**EXERCISE OBJECTIVE**
Filter the data for "give" and copy matching lines.

**MATERIAL PROVIDED**
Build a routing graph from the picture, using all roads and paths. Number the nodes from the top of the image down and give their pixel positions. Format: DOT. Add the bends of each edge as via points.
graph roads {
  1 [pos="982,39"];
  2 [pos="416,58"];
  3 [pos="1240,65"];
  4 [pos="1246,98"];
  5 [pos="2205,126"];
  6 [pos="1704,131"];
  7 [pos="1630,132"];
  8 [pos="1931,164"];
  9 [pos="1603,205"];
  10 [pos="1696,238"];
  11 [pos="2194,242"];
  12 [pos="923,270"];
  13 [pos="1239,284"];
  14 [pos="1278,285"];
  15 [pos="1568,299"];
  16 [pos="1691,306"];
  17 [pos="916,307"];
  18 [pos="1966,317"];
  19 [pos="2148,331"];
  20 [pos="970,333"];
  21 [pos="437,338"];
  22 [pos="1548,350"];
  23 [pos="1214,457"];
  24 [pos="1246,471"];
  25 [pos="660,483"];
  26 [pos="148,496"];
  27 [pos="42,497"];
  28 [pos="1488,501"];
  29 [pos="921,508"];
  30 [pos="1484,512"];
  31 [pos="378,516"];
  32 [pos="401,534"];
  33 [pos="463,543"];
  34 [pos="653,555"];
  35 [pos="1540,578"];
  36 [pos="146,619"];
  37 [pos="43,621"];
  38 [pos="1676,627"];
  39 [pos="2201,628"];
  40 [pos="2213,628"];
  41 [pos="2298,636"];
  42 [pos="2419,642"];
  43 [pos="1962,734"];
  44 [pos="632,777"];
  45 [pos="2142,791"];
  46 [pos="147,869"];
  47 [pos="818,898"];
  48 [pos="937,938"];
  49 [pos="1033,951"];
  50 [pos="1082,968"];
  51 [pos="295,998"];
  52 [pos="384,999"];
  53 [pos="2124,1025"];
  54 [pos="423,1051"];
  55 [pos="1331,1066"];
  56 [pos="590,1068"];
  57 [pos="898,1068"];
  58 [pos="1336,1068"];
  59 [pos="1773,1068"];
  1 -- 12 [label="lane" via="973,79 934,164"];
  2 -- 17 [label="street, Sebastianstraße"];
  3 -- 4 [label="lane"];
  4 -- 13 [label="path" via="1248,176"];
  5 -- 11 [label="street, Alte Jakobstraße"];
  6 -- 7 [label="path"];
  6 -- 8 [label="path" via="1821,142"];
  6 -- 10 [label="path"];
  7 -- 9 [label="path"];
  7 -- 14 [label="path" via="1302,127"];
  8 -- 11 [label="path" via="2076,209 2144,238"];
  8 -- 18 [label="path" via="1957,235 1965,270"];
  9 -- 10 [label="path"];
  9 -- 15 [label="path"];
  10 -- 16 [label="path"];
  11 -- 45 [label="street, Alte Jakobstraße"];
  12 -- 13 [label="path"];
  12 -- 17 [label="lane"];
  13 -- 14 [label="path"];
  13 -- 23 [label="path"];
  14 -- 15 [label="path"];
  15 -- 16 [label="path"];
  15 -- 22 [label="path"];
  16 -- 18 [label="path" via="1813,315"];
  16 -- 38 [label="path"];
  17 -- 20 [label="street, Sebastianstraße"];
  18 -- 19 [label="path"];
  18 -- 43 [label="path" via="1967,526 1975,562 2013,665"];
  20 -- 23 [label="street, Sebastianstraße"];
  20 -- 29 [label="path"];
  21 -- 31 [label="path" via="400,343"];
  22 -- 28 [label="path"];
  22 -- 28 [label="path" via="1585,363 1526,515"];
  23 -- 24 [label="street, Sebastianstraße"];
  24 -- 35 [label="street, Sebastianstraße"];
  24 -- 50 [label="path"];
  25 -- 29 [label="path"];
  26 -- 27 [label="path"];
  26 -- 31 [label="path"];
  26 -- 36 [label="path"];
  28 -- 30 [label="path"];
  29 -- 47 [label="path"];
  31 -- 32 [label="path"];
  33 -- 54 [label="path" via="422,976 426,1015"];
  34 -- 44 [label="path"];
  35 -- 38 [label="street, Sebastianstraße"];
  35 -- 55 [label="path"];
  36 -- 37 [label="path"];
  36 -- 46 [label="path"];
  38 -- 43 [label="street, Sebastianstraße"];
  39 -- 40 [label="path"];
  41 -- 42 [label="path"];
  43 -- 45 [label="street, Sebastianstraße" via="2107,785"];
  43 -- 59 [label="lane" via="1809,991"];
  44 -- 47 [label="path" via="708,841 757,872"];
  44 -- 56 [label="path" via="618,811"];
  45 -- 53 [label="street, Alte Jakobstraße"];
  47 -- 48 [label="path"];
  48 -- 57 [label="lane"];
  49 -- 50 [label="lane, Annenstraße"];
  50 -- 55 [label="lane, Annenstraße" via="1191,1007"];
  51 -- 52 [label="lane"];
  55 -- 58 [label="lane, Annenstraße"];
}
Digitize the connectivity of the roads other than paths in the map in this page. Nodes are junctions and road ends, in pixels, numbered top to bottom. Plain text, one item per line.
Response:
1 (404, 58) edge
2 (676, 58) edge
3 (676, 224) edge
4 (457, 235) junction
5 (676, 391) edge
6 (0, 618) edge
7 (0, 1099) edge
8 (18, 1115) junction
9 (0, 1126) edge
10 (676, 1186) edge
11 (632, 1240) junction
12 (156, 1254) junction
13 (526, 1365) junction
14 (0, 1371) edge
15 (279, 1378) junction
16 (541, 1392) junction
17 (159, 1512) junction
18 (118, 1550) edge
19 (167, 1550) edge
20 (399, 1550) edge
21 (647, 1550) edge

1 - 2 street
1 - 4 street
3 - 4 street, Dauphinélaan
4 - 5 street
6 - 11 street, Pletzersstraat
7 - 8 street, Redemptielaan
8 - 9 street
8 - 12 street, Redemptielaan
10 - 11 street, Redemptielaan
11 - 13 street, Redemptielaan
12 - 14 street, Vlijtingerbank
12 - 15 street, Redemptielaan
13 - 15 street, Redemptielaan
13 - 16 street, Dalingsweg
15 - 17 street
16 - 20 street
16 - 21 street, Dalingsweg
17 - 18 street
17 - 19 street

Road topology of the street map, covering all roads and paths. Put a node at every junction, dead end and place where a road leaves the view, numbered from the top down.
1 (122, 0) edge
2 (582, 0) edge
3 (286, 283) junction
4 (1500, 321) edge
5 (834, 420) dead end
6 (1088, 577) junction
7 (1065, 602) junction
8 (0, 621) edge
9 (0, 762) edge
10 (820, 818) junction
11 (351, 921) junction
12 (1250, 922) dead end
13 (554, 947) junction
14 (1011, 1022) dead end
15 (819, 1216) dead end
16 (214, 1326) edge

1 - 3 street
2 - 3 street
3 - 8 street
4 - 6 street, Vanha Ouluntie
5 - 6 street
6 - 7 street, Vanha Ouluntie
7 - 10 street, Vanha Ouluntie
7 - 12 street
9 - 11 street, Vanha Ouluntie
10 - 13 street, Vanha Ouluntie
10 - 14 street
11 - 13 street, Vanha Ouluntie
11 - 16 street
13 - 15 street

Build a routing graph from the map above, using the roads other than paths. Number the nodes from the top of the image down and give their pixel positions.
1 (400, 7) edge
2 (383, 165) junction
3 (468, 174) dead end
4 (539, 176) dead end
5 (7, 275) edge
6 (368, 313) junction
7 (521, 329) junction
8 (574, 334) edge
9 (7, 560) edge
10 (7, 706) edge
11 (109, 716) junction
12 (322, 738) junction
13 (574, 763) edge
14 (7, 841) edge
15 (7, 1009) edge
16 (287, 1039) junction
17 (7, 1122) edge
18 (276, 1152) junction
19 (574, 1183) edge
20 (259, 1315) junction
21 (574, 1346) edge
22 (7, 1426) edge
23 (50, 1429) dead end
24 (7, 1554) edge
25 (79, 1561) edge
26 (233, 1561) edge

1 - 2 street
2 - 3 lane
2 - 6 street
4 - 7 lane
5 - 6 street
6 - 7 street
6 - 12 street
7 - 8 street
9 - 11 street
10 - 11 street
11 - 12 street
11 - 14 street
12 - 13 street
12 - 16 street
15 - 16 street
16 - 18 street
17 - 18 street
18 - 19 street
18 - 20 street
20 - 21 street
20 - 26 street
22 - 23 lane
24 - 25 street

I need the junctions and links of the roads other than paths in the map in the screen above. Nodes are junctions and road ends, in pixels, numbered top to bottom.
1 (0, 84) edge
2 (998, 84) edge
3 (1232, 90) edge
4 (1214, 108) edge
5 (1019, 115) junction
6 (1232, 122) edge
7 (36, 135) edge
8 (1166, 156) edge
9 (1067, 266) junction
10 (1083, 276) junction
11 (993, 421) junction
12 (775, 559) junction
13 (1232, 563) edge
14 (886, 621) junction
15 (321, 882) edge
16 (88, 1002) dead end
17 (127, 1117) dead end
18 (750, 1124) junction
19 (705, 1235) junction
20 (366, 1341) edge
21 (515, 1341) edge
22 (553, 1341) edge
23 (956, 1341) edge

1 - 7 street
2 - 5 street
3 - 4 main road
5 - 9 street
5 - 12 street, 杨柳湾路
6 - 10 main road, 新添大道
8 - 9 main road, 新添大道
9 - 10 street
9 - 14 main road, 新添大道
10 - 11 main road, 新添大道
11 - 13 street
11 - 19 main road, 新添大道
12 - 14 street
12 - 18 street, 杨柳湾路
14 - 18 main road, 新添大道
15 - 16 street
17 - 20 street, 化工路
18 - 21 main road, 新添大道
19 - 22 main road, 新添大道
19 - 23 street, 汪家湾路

**EXERCISE ANSWER**
Build a routing graph from the picture, using all roads and paths. Number the nodes from the top of the image down and give their pixel positions. Format: DOT. Add the bends of each edge as via points.
Build a routing graph from the map above, using the roads other than paths. Number the nodes from the top of the image down and give their pixel positions.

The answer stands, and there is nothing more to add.